Good morning, friends. I want to thank you again for your loyalty to my blog despite my sporadic posts over the past several months!
I’ve decided to change directions for a little while and I hope I can count on you for support. Only a few dear friends know that my marriage has been in trouble over the past year, and I’ve decided to “come clean” and share a few things with you. Not TMI kind of details, but general issues that I’ve been struggling to overcome. Great women leaders such as Lysa Terkherst, Debbie Alsdorf, Beth Moore and Vicki Courtney all advocate sharing your mess rather than hiding it, and it’s time to share mine.
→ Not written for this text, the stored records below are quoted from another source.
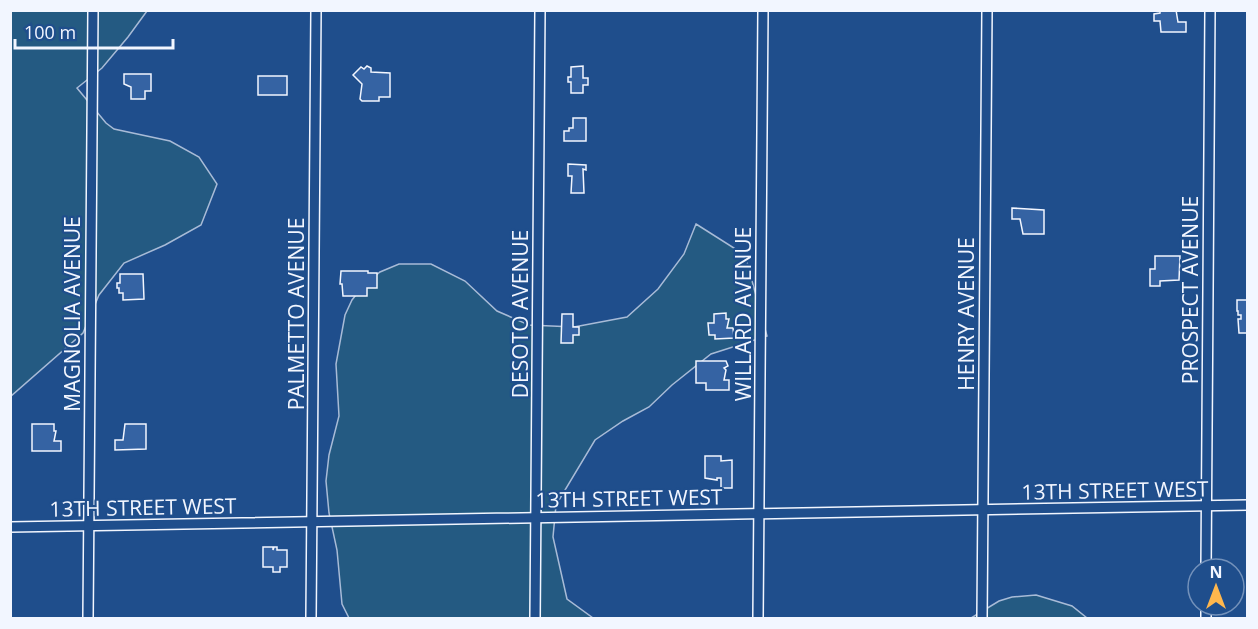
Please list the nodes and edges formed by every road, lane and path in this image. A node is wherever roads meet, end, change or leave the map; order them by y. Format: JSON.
{"nodes":[{"id":1,"x":93,"y":10,"type":"edge"},
{"id":2,"x":316,"y":10,"type":"edge"},
{"id":3,"x":540,"y":10,"type":"edge"},
{"id":4,"x":763,"y":10,"type":"edge"},
{"id":5,"x":987,"y":10,"type":"edge"},
{"id":6,"x":1210,"y":10,"type":"edge"},
{"id":7,"x":1248,"y":505,"type":"edge"},
{"id":8,"x":1206,"y":506,"type":"junction"},
{"id":9,"x":983,"y":510,"type":"junction"},
{"id":10,"x":759,"y":514,"type":"junction"},
{"id":11,"x":536,"y":518,"type":"junction"},
{"id":12,"x":312,"y":522,"type":"junction"},
{"id":13,"x":88,"y":526,"type":"junction"},
{"id":14,"x":10,"y":527,"type":"edge"},
{"id":15,"x":1206,"y":557,"type":"edge"},
{"id":16,"x":88,"y":618,"type":"edge"},
{"id":17,"x":312,"y":618,"type":"edge"},
{"id":18,"x":535,"y":618,"type":"edge"},
{"id":19,"x":758,"y":618,"type":"edge"},
{"id":20,"x":982,"y":618,"type":"edge"}],
"edges":[{"from":1,"to":13,"type":"street","name":"MAGNOLIA AVENUE"},
{"from":2,"to":12,"type":"street","name":"PALMETTO AVENUE"},
{"from":3,"to":11,"type":"street","name":"DESOTO AVENUE"},
{"from":4,"to":10,"type":"street","name":"WILLARD AVENUE"},
{"from":5,"to":9,"type":"street","name":"HENRY AVENUE"},
{"from":6,"to":8,"type":"street","name":"PROSPECT AVENUE"},
{"from":7,"to":8,"type":"street","name":"13TH STREET WEST"},
{"from":8,"to":9,"type":"street","name":"13TH STREET WEST"},
{"from":8,"to":15,"type":"street","name":"PROSPECT AVENUE"},
{"from":9,"to":10,"type":"street","name":"13TH STREET WEST"},
{"from":9,"to":20,"type":"street","name":"HENRY AVENUE"},
{"from":10,"to":11,"type":"street","name":"13TH STREET WEST"},
{"from":10,"to":19,"type":"street","name":"WILLARD AVENUE"},
{"from":11,"to":12,"type":"street","name":"13TH STREET WEST"},
{"from":11,"to":18,"type":"street","name":"DESOTO AVENUE"},
{"from":12,"to":13,"type":"street","name":"13TH STREET WEST"},
{"from":12,"to":17,"type":"street","name":"PALMETTO AVENUE"},
{"from":13,"to":14,"type":"street","name":"13TH STREET WEST"},
{"from":13,"to":16,"type":"street","name":"MAGNOLIA AVENUE"}]}
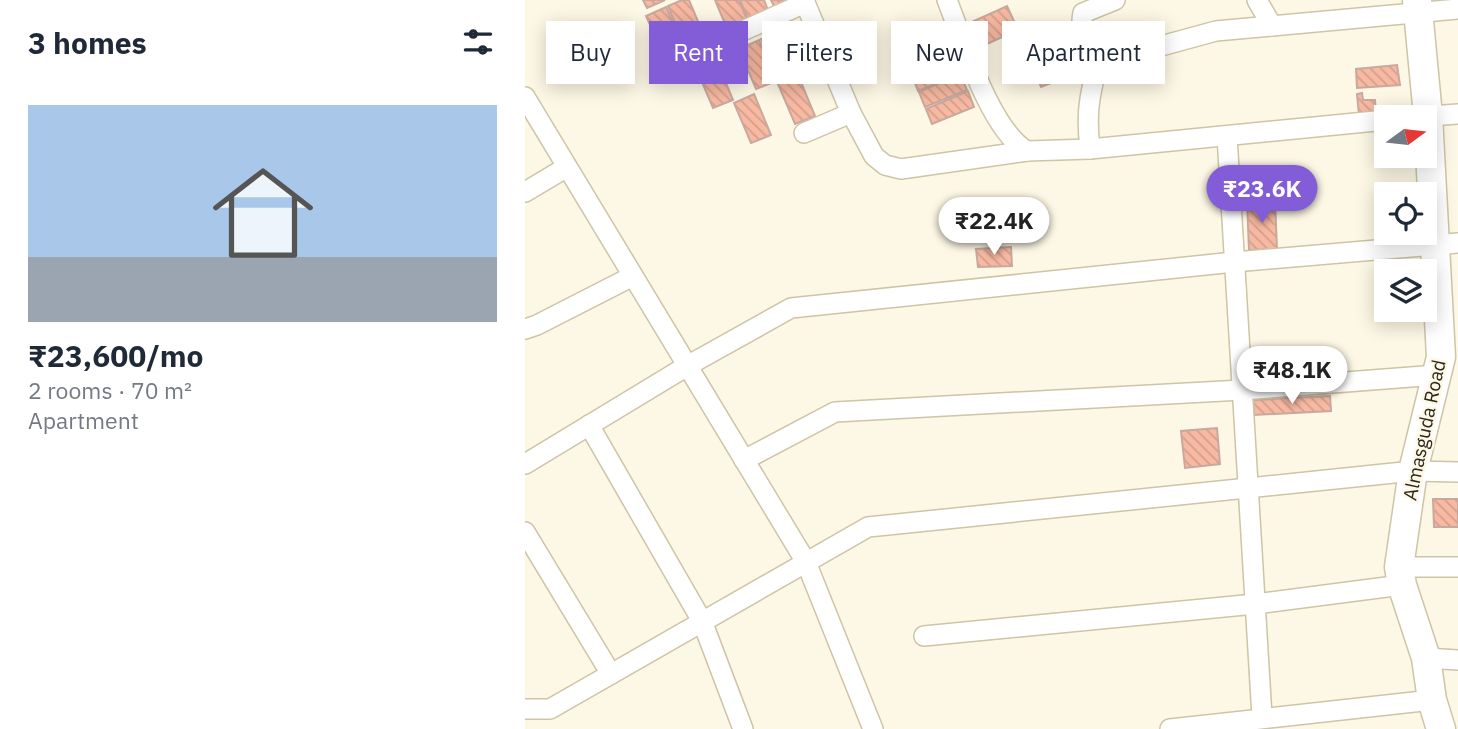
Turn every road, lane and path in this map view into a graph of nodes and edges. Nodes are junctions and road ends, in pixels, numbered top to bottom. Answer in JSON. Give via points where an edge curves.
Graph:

We need to talk to each other about our troubles because we all struggle with something. The enemy loves to keep us isolated from each other so we are less effective in serving God. Yet Jesus said in this life we would have trouble (John 16:33). No one is exempt – the rain falls on the righteous as well as the unrighteous (Matthew 5:45). So why don’t we talk about our troubles?
Most Christians are afraid to discuss their personal struggles because they don’t want to be judged or rejected for their weaknesses. And sadly, there are too many times when we condemn each other or walk away rather than offering grace and mercy. Or our pride prevents us from speaking up – we don’t want to take the chance that anyone would think badly of us; we want to appear as though we have it all together (which is not scriptural!)
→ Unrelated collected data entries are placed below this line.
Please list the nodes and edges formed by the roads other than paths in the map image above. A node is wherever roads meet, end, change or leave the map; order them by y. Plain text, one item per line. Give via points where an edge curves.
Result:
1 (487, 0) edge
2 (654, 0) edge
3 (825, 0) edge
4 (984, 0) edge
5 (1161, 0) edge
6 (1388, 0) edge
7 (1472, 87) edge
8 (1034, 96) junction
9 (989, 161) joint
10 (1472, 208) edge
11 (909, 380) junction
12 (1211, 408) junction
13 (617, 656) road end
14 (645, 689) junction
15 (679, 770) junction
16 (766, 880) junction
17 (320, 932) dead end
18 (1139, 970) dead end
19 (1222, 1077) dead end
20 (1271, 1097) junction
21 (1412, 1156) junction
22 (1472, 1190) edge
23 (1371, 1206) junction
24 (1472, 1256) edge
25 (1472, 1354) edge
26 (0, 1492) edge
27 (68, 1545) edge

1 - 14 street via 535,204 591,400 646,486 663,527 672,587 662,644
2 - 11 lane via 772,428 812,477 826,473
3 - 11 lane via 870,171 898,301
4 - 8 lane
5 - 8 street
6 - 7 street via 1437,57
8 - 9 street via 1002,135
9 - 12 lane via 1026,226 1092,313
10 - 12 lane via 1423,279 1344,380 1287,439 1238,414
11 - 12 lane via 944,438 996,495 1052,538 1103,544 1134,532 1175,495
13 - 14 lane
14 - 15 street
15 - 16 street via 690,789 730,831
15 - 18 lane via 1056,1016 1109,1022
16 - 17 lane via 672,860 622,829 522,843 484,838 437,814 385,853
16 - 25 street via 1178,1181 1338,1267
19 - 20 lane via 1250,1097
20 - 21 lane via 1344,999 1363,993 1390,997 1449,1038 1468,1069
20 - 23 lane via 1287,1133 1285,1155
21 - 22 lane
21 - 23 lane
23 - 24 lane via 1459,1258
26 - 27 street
So we don’t talk to each other. We pretend we’re fine and suffer in silence.
I thought I was doing pretty good, since I have half a dozen fabulous friends who have consistently encouraged me in this season of life. Yet it’s become increasingly clear to me over the past couple weeks that God now wants me to speak out to more than just a few friends. My husband has encouraged me to share how we’re trying to figure things out and press through this rough season of life in hopes that we can be an inspiration to other struggling couples.
But sharing your sins and sorrows is scary stuff, because you risk rejection and condemnation. When I mentioned to a few people that my marriage was in trouble, they responded with silence. They haven’t called to check on me, haven’t offered any encouragement. And that stings a little.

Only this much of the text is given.